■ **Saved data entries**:

○ ○ ○ ○ ○

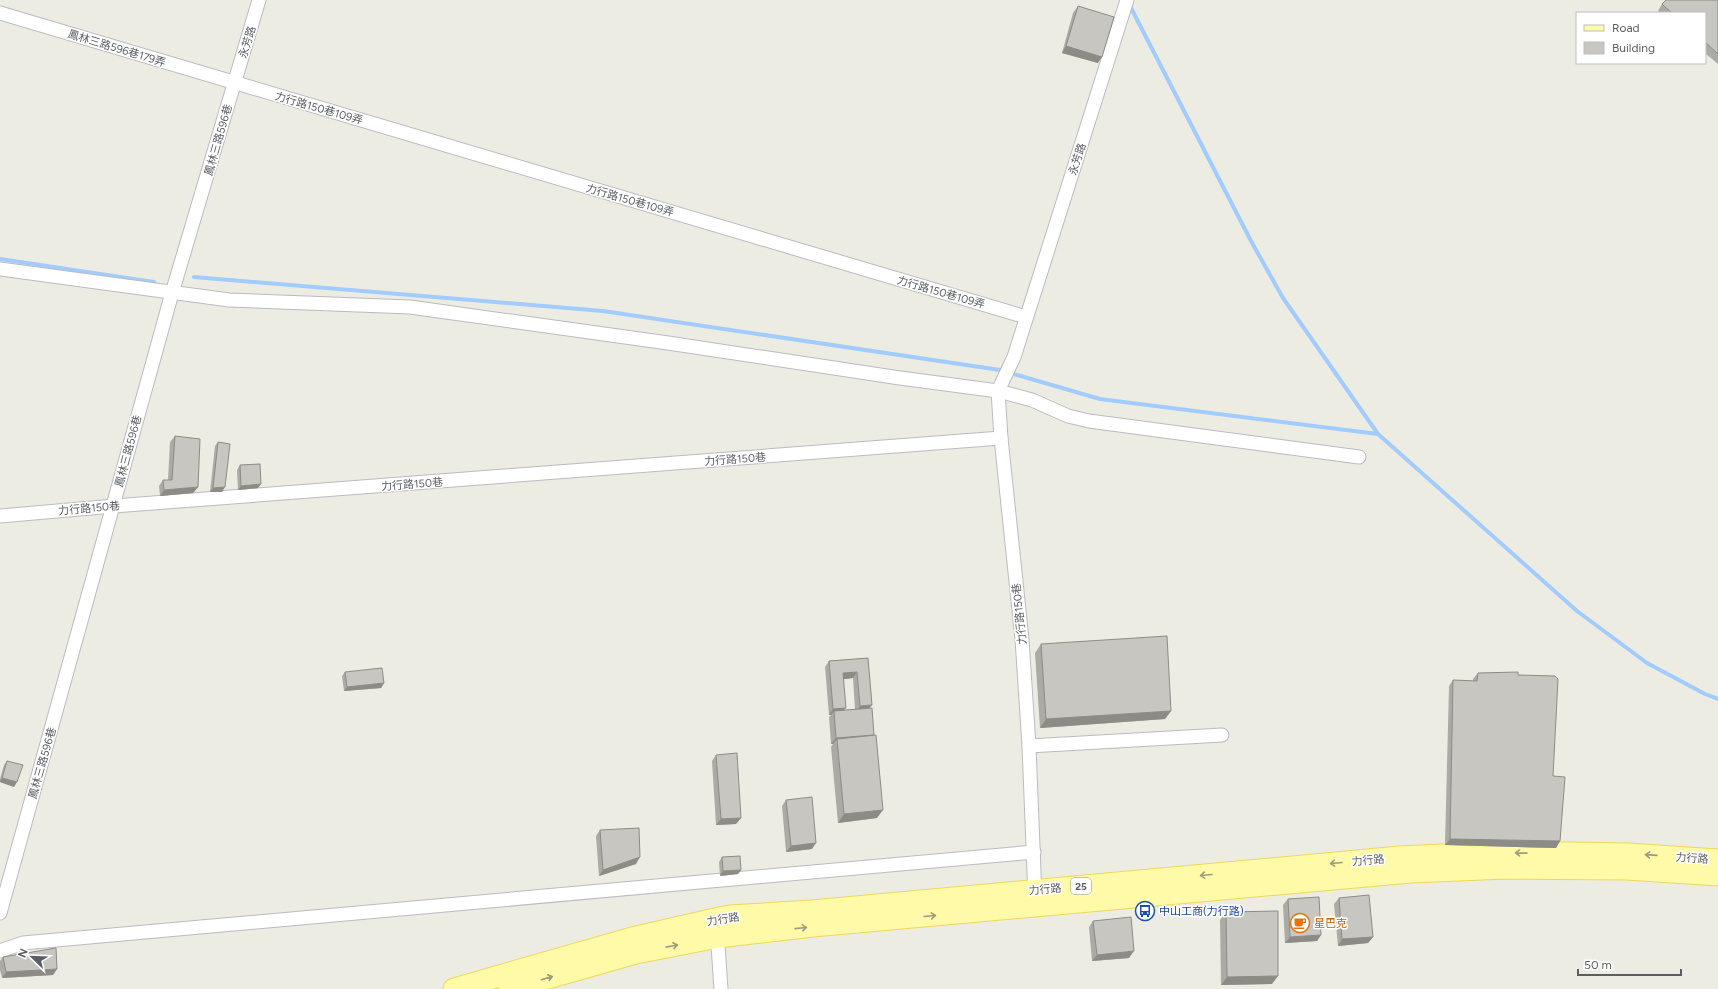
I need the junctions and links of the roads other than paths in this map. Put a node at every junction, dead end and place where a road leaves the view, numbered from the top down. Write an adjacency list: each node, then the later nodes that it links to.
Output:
1 (259, 0): 4 (street, 永芳路)
2 (1127, 0): 7 (street, 永芳路)
3 (0, 13): 4 (street, 鳳林三路596巷179弄)
4 (234, 83): 6 (street, 鳳林三路596巷); 7 (street, 力行路150巷109弄)
5 (0, 270): 6 (street)
6 (172, 293): 8 (street); 11 (street, 鳳林三路596巷)
7 (1026, 317): 8 (street)
8 (998, 390): 9 (street); 10 (street)
9 (1001, 438): 11 (street, 力行路150巷); 14 (street, 力行路150巷)
10 (1359, 457)
11 (114, 506): 12 (street, 力行路150巷); 19 (street, 鳳林三路596巷)
12 (0, 516)
13 (1222, 735): 14 (street)
14 (1029, 746): 15 (street, 力行路150巷)
15 (1034, 852): 18 (street, 力行路150巷); 21 (street)
16 (1718, 860): 18 (main road, 力行路 / 25, one-way to 18)
17 (1718, 875): 18 (main road, 力行路 / 25)
18 (1035, 898): 20 (main road, 力行路 / 25)
19 (0, 912)
20 (716, 928): 22 (main road, 力行路 / 25); 23 (main road, 力行路 / 25, one-way to 20); 24 (street)
21 (0, 951)
22 (454, 989)
23 (509, 989)
24 (721, 989)

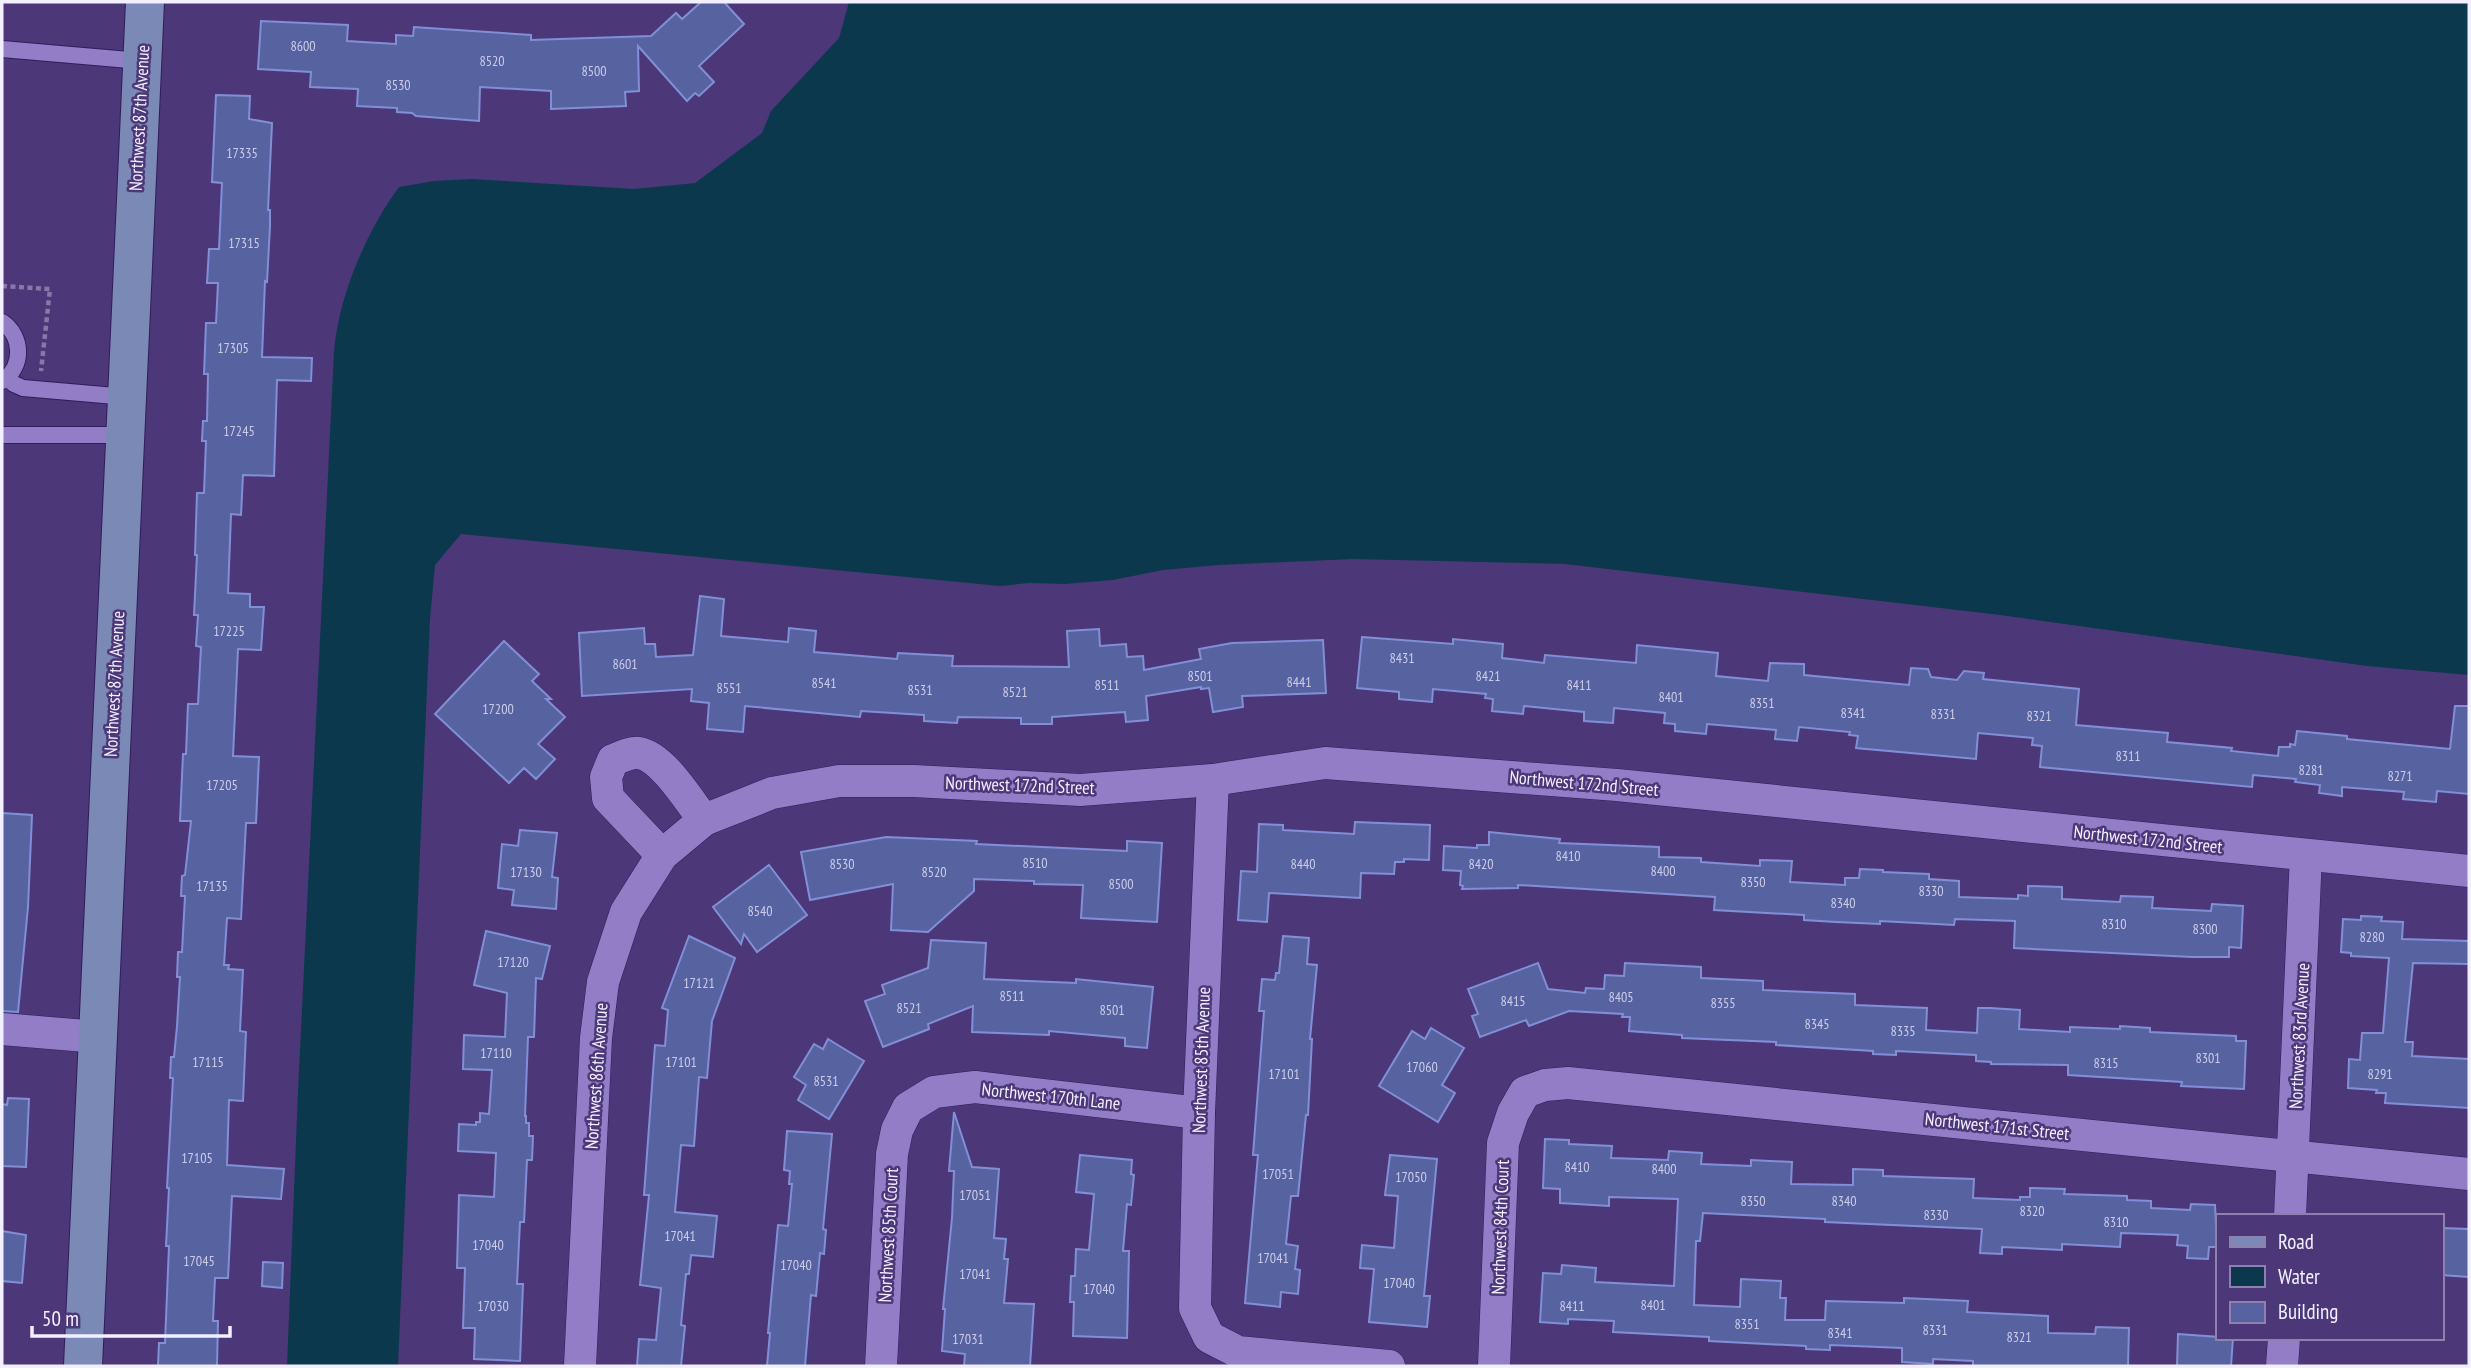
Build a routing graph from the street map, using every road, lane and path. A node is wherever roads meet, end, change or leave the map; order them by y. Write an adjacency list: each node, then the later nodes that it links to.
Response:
1 (145, 2): 3 (street, Northwest 87th Avenue)
2 (2, 49): 3 (lane)
3 (141, 61): 8 (street, Northwest 87th Avenue)
4 (2, 286): 7 (path)
5 (2, 322): 6 (lane)
6 (4, 379): 7 (lane)
7 (39, 389): 8 (lane)
8 (127, 397): 10 (street, Northwest 87th Avenue)
9 (2, 435): 10 (lane)
10 (125, 435): 17 (street, Northwest 87th Avenue)
11 (1213, 779): 12 (street, Northwest 172nd Street); 14 (street, Northwest 172nd Street); 20 (street, Northwest 85th Avenue)
12 (704, 820): 13 (street, Northwest 86th Avenue); 13 (street)
13 (662, 855): 26 (street, Northwest 86th Avenue)
14 (2306, 855): 15 (street, Northwest 172nd Street); 21 (street, Northwest 83rd Avenue)
15 (2469, 871)
16 (2, 1029): 17 (street)
17 (98, 1037): 25 (street, Northwest 87th Avenue)
18 (1525, 1092): 21 (street, Northwest 171st Street); 29 (street, Northwest 84th Court)
19 (908, 1108): 20 (street, Northwest 170th Lane); 27 (street, Northwest 85th Court)
20 (1199, 1113): 28 (street, Northwest 85th Avenue)
21 (2293, 1156): 22 (street, Northwest 171st Street); 23 (street, Northwest 83rd Avenue)
22 (2469, 1174)
23 (2290, 1214)
24 (2284, 1340): 30 (street)
25 (83, 1366)
26 (580, 1366)
27 (881, 1366)
28 (1389, 1366)
29 (1494, 1366)
30 (2282, 1366)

○ ○ ○ ○ ○

Your answer must consist solely of the lines from the one containing "Build a routing" through the last line of the entries, reproduced exactly.

■ **Answer to the problem**:
Build a routing graph from the street map, using every road, lane and path. A node is wherever roads meet, end, change or leave the map; order them by y. Write an adjacency list: each node, then the later nodes that it links to.
Response:
1 (145, 2): 3 (street, Northwest 87th Avenue)
2 (2, 49): 3 (lane)
3 (141, 61): 8 (street, Northwest 87th Avenue)
4 (2, 286): 7 (path)
5 (2, 322): 6 (lane)
6 (4, 379): 7 (lane)
7 (39, 389): 8 (lane)
8 (127, 397): 10 (street, Northwest 87th Avenue)
9 (2, 435): 10 (lane)
10 (125, 435): 17 (street, Northwest 87th Avenue)
11 (1213, 779): 12 (street, Northwest 172nd Street); 14 (street, Northwest 172nd Street); 20 (street, Northwest 85th Avenue)
12 (704, 820): 13 (street, Northwest 86th Avenue); 13 (street)
13 (662, 855): 26 (street, Northwest 86th Avenue)
14 (2306, 855): 15 (street, Northwest 172nd Street); 21 (street, Northwest 83rd Avenue)
15 (2469, 871)
16 (2, 1029): 17 (street)
17 (98, 1037): 25 (street, Northwest 87th Avenue)
18 (1525, 1092): 21 (street, Northwest 171st Street); 29 (street, Northwest 84th Court)
19 (908, 1108): 20 (street, Northwest 170th Lane); 27 (street, Northwest 85th Court)
20 (1199, 1113): 28 (street, Northwest 85th Avenue)
21 (2293, 1156): 22 (street, Northwest 171st Street); 23 (street, Northwest 83rd Avenue)
22 (2469, 1174)
23 (2290, 1214)
24 (2284, 1340): 30 (street)
25 (83, 1366)
26 (580, 1366)
27 (881, 1366)
28 (1389, 1366)
29 (1494, 1366)
30 (2282, 1366)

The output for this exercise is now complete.